RNA isolation and cDNA synthesis

Transfected cells were lysed in situ 48 h after transfection, and total RNA was isolated using miRNeasy mini kit with the optional DNase digestion step (Qiagen, Germantown MD) following the manufacturer’s protocol. Using 285–400 ng RNA, cDNA was synthesized with QuantiTect Reverse Transcription kit (Qiagen, Germantown, MD) following the manufacturer’s protocol.

Molecular barcoding

To identify the source cell line and replicate of the RNA transcripts, cDNA generated from the plasmid library in the transfected cells was PCR amplified using barcoded primers. A unique 6-nt sequence was added to the 5′-end of the forward and reverse primer for identification (Additional file 4: Text S1). In separate PCR reactions, 2 μL cDNA were amplified in a 50-μL volume containing 2× Invitrogen Platinum SuperFi PCR Master Mix (Thermo Fisher Scientific, Waltham, MA) using 1 μM (final concentration) barcoded primers. PCR conditions used were 98 °C for 30 s, 66.6 °C for 5 s, and 72 °C for 15 s for 28 cycles. PCR samples were purified using the MinElute PCR Purification kit (Qiagen, Germantown, MA) following the manufacturer’s protocol and quantified with Qubit dsDNA BR Assay kit (Thermo Fisher Scientific, Waltham, MA). For sequencing by the NextSeq 500 platform (Illumina, San Diego, CA), 150 ng of each sample was pooled. Pooled samples also contained an equal amount of the original plasmid library with identification barcodes added by PCR as above. Pooled samples contained 20 uniquely barcoded sequence groups representing 5 biological replicates for 3 cell lines plus 5 input plasmid libraries.

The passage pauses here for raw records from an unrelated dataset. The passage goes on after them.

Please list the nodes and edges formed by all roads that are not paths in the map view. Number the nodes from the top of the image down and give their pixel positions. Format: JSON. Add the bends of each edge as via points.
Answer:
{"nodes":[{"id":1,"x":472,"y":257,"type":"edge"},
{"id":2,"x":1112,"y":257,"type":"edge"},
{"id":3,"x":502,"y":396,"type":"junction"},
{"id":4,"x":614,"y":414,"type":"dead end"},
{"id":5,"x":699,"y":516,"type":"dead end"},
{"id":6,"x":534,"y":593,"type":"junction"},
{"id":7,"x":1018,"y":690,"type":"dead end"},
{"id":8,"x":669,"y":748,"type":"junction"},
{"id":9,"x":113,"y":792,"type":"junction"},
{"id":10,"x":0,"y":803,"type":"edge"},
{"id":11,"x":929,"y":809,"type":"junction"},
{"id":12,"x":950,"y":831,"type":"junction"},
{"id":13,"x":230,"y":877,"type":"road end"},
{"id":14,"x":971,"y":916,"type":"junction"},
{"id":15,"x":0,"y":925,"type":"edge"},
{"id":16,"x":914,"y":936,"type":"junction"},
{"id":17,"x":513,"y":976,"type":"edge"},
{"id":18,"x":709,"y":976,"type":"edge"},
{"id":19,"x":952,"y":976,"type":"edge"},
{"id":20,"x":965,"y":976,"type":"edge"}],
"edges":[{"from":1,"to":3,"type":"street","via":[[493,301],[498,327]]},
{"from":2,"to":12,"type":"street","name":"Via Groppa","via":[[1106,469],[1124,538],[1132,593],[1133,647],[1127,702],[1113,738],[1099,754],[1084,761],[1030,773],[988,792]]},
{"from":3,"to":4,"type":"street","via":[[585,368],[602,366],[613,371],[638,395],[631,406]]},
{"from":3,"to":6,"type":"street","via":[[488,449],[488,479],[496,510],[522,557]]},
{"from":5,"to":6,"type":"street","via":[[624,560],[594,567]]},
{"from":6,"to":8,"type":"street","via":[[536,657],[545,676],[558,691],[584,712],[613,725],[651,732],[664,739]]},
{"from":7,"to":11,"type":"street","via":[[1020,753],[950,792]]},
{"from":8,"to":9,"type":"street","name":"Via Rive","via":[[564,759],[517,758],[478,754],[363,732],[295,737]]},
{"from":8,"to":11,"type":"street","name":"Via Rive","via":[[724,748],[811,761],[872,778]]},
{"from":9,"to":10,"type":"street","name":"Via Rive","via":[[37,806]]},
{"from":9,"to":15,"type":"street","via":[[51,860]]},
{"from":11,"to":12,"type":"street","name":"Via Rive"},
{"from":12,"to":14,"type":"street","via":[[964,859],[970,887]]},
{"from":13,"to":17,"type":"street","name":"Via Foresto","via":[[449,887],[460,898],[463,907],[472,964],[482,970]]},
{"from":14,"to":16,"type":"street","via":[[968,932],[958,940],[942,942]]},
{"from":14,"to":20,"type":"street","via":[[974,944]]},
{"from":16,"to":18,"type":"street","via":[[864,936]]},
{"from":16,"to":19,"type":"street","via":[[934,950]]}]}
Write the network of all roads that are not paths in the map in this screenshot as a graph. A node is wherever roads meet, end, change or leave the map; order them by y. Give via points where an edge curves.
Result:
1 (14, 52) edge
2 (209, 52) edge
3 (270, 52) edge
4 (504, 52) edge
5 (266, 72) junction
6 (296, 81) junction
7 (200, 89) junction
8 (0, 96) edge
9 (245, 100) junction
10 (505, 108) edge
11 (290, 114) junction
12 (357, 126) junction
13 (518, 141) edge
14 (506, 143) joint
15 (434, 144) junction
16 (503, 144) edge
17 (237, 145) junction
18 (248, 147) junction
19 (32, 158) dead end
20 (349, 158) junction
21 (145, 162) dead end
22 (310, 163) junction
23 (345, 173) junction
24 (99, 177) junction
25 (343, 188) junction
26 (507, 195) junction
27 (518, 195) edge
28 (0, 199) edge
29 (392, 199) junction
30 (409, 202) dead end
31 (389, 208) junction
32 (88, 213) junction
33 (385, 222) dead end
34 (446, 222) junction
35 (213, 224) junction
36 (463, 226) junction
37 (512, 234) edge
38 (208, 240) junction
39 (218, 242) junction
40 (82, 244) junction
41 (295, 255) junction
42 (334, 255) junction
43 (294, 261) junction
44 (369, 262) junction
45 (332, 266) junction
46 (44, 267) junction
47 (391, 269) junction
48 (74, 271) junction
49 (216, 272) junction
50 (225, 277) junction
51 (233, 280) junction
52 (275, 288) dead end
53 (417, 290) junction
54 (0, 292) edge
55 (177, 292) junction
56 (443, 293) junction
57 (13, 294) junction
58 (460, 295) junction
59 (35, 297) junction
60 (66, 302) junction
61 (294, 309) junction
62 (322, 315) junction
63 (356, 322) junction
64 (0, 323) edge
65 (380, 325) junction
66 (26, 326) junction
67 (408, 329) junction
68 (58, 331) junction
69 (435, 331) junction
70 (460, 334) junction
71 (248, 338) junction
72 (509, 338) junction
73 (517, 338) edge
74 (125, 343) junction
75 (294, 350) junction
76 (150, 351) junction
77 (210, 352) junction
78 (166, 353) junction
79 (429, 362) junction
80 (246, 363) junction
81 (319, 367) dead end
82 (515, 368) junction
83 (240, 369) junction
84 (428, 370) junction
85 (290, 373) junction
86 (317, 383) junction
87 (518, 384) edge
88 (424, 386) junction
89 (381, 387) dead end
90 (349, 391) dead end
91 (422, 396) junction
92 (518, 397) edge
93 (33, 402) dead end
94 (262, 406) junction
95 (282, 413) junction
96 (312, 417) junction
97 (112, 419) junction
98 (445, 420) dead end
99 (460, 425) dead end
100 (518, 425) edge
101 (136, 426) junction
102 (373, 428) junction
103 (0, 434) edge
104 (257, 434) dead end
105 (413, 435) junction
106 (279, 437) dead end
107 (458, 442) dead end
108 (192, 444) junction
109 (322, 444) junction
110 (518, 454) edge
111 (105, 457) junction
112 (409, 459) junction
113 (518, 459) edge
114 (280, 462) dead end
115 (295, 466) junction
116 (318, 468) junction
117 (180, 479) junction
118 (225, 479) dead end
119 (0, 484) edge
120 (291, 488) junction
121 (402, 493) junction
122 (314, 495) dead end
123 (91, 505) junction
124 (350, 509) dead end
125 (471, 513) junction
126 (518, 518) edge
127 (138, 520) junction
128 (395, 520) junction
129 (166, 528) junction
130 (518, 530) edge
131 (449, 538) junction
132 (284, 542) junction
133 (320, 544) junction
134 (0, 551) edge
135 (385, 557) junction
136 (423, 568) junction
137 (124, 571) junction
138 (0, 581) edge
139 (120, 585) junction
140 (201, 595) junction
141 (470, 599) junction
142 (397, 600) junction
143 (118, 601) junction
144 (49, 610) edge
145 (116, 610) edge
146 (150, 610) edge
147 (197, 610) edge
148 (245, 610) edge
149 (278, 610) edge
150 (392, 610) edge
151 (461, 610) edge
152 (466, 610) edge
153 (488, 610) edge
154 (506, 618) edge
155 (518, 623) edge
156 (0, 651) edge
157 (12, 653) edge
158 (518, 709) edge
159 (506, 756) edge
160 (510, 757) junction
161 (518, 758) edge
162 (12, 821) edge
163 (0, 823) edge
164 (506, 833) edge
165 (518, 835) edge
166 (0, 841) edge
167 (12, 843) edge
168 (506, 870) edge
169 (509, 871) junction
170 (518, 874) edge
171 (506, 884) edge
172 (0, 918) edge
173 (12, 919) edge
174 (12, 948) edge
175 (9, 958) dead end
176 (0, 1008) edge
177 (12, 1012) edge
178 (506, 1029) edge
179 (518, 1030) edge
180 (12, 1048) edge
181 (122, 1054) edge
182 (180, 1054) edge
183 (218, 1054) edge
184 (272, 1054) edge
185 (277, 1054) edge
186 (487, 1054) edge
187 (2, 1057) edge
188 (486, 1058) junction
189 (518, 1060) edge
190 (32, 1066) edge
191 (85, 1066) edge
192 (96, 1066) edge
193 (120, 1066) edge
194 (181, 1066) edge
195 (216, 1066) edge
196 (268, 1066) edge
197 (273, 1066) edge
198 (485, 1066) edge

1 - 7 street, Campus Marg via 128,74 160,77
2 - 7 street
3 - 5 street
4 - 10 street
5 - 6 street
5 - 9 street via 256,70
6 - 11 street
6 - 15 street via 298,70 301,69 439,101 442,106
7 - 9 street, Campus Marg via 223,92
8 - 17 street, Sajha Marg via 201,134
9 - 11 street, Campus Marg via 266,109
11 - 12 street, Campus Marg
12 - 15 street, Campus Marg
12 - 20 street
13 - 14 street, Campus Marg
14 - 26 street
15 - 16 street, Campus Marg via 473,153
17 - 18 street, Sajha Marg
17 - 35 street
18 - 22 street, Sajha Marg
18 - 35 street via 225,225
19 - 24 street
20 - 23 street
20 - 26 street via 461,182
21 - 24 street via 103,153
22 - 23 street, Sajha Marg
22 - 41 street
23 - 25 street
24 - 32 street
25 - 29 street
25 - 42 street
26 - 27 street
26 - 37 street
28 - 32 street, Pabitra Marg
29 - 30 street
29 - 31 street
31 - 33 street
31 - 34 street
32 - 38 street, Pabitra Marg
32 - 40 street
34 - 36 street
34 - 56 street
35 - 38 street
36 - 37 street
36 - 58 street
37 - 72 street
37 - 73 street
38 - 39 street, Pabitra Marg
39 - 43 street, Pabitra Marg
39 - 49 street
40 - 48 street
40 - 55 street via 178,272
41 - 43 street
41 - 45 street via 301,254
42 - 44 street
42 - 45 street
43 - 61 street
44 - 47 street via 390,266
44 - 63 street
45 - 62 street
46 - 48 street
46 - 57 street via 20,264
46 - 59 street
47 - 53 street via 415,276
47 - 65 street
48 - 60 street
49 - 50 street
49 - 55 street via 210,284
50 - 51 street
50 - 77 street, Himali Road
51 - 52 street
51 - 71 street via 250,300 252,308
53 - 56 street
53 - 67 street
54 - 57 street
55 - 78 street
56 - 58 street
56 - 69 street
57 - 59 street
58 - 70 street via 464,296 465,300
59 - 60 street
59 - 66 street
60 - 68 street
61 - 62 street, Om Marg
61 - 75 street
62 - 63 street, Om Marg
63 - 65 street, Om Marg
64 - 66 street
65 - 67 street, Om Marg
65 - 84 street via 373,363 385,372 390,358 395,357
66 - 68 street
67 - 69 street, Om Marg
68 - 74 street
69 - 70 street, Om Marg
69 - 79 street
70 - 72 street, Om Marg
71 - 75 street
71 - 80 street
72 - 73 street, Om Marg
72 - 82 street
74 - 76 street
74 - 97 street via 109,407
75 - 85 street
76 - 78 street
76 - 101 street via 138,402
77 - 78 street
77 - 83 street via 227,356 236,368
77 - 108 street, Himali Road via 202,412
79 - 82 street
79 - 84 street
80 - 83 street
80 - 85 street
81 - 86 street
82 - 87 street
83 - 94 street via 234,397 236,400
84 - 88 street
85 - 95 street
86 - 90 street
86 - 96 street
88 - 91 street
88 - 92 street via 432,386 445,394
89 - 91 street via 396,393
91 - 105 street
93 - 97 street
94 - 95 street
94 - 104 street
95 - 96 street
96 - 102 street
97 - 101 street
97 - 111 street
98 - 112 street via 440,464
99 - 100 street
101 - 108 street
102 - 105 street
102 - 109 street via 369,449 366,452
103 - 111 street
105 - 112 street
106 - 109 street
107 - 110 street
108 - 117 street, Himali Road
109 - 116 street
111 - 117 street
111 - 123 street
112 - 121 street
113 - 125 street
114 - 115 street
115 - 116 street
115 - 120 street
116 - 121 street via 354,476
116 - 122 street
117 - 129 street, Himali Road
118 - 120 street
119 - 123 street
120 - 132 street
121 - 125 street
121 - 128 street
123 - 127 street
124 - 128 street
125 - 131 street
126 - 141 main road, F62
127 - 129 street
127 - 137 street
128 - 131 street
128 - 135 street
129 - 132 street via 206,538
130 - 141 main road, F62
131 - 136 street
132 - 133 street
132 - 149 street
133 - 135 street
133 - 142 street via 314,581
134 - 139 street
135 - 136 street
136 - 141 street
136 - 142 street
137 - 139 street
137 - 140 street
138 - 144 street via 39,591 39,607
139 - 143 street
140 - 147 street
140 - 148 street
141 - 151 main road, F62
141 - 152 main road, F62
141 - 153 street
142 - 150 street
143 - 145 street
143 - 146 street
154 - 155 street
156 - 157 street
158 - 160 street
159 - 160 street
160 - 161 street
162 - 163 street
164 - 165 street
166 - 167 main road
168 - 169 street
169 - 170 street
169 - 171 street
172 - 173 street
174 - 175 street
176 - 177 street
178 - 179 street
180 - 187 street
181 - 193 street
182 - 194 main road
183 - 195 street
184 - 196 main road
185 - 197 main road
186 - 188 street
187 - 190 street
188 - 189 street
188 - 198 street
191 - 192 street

Next-generation sequencing

The pooled PCR products were sequenced using the NextSeq 500 platform (Illumina, Inc., San Diego, CA). The sequencing library was created by end-polishing the barcoded PCR products, followed by adapter ligation and amplification. The resulting library was quantified, and its quality was assessed with the Agilent Bioanalyzer (Agilent Technologies, Santa Clara, CA). Approximately 90 million usable reads were generated. Raw reads were generated as fastq files for bioinformatics analysis.

Bioinformatics analysis for sequencing data

Illumina sequencing adapters were first removed from the raw reads in the fastq files using the tool cutadapt (v1.9.1) [61]. Then, the reads were demultiplexed into the 20 sequence groups according to the barcodes. Sequencing reads were aligned to the transcripts using STAR (Spliced Transcripts Alignment to a Reference, v2.5.3a) [62]. The reference sequence for the alignment was built based on the plasmid (Additional file 4: Text S1), and read counts for the spliced and aberrant (including unspliced) transcripts were documented.

Statistical analysis

Assuming heterogeneity among the sample replicates, we applied the generalized linear mixed-effect model to characterize the difference of splicing patterns between reference and alternative alleles in each of the three experimental cell lines. The splicing outcome was described by the counts of sequencing reads supporting the spliced and aberrant transcripts. Assuming Y is the sequencing read count following negative binomial distribution and xallele and xsplice are two binary variables (i.e., 0 or 1), we set up the following regression equation with respect to the (logarithm of) expectation E(Y):

$$ \log \left(E(Y)\right)={\beta}_0+{\beta}_1\bullet {x}_{\mathrm{allele}}+{\beta}_2\bullet {x}_{\mathrm{splice}}+{\beta}_3\bullet {x}_{\mathrm{allele}}:{x}_{\mathrm{splice}}+b\bullet {\varepsilon}_{\mathrm{replicate}} $$
$$ {x}_{\mathrm{allele}}\in \left\{0-\mathrm{ref},1-\mathrm{alt}\right\},{x}_{\mathrm{splice}}\in \left\{0-\mathrm{spliced},1-\mathrm{aberrant}\right\} $$

Here, ε is the random effect among the multiple replicates. The p value of coefficient β3 determines whether there is a significant change in splicing outcome between the two alleles, i.e., xsplice significantly correlates to xallele.